The reality is that most enterprises see security regulatory compliance as a necessary evil, as well as a way of securing budget in hard times, but that doesn't necessarily mean that compliance contributes to the things that matter most. It simply means that the low-hanging fruit of due care and due diligence have been attended to.

In today's threat and vulnerability-centric security landscape, security regulatory compliance has unfortunately become the metric against which the efficacy and effectiveness of information security programs are measured. This is because managing risk is hard work. Compliance, if you believe the vendor hype, is only a point-and-click or a single product deployment away.

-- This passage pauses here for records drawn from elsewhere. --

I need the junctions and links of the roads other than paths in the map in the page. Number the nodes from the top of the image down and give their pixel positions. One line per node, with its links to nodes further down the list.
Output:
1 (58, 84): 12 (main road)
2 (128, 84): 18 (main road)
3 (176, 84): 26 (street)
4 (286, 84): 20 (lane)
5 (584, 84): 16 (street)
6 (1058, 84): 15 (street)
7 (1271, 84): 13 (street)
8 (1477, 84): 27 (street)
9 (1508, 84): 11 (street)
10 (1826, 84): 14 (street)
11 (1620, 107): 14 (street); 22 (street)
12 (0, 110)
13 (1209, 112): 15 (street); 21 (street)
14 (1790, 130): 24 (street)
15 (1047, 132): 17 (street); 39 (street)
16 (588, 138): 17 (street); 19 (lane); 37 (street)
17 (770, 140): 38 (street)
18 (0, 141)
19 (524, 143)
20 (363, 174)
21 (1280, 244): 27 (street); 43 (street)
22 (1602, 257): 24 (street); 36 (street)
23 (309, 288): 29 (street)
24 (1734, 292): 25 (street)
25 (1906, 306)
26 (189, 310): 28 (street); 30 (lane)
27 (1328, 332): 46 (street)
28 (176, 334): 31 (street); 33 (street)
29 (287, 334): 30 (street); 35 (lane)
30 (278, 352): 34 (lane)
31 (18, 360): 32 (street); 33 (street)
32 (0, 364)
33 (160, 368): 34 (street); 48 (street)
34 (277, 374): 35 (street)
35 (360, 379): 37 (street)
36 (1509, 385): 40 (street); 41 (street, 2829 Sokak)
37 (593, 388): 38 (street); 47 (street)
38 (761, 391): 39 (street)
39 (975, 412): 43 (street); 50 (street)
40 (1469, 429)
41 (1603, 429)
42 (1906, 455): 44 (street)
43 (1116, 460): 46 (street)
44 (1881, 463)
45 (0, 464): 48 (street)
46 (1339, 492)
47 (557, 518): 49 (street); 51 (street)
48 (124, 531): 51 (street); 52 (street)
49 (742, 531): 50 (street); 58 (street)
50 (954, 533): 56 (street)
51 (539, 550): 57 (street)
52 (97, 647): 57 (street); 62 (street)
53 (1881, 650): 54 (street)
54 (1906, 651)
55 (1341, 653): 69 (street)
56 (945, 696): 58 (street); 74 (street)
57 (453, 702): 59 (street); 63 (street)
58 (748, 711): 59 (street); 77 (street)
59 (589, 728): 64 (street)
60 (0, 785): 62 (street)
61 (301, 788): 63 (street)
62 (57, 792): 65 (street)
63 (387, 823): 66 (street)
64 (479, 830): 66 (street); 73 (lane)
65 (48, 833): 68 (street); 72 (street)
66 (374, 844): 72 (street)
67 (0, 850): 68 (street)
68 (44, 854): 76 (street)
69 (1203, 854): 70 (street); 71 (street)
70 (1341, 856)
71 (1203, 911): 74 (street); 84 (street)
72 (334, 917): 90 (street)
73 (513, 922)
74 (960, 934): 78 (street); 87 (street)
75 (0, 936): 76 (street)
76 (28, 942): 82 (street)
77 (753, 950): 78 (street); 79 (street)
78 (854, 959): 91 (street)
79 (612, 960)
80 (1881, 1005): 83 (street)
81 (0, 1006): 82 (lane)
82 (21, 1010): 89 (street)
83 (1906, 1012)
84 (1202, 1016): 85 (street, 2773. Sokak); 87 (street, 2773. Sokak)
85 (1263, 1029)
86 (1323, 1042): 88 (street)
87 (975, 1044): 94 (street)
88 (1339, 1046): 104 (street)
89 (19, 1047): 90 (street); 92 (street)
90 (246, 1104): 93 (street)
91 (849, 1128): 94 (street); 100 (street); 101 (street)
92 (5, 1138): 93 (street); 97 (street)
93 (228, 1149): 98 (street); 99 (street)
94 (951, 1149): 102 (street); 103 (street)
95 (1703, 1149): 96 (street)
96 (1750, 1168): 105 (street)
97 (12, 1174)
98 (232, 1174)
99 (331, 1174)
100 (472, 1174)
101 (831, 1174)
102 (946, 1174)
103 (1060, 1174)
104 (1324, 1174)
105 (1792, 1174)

By setting the bar at compliance, enterprises can be lulled into a false sense of "security." As I mentioned in my PCI-DSS post, Hannaford Brothers was compliant with PCI-DSS, and yet they suffered a horrific breach. Time will tell whether the gaps associated with their security regulatory compliance efforts, versus managing the things that matter most, were contributors to their failings.

There's little excuse for not being compliant and there's even less excuse for not managing risk.

The availability of mature risk assessment frameworks (such as OCTAVE and FAIR) combined with the maturity of IT and governance frameworks (such as COBIT and ITIL) provide an excellent foundation upon which to manage risk and measure and maintain compliance without sacrificing at the altar of possibility.

By now, given the rampant escalation in dramatic data breaches, security integrators and the customers they serve recognize that hope – and the compliance that sometimes shores it up – is not a strategy.